From a disheartened and largely impoverished people they now have a confidence in their own future which is as exciting as it is constructive. They are investing in their own with 400 scholarships each year, health services particularly in the mental health area. They are providing jobs. They have joint ventures introducing new technologies to better equip their youngsters for the future. They are protecting their culture in cooperation with local museums. They are building an endowed post graduate college at Hopuhopu and will build another in Auckland. They have provided the money to build facilities at Waikato University and leased them to the University at a nominal rental. They have investments in forestry and other areas. They are a major player now in the Waikato and work well with local government. But most of all they have regained a confidence in themselves.
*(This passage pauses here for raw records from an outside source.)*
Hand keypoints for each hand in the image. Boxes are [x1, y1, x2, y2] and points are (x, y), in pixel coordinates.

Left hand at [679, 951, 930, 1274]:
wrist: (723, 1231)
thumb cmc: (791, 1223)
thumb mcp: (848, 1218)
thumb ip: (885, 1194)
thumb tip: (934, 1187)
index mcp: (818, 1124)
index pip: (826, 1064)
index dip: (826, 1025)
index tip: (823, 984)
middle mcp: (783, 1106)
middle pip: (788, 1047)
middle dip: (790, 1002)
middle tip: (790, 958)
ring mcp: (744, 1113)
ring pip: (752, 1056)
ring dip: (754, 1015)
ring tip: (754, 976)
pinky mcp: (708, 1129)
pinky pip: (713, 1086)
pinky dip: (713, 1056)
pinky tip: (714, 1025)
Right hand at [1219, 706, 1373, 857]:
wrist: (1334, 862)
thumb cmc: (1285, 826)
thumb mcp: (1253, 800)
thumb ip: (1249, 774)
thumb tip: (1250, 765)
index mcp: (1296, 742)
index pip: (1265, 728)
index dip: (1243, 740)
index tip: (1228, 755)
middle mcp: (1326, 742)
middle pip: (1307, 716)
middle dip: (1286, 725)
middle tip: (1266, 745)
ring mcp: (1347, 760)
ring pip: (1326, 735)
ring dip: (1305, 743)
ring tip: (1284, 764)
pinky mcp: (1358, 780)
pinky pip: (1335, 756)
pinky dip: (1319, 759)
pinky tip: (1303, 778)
I have no doubt that this will bring about a brighter future for the generations to come - indeed it is apparent already.
Ngai Tahu are doing the same in the South Island. If future settlements mean that this renewal comes to exist throughout the country we will, I believe, see a closing of the disparity gap between Maori and non Maori. We have much more in common than those where there are differences. Not everyone seeks to be a business mogul. What we seek is a fulfilling life and an ability to leave for the next generation an ability to do the same. In this country we have everything going for us. Hopefully the work that has been done over the past decade will help each of us, Maori or non Maori, reach his or her dream.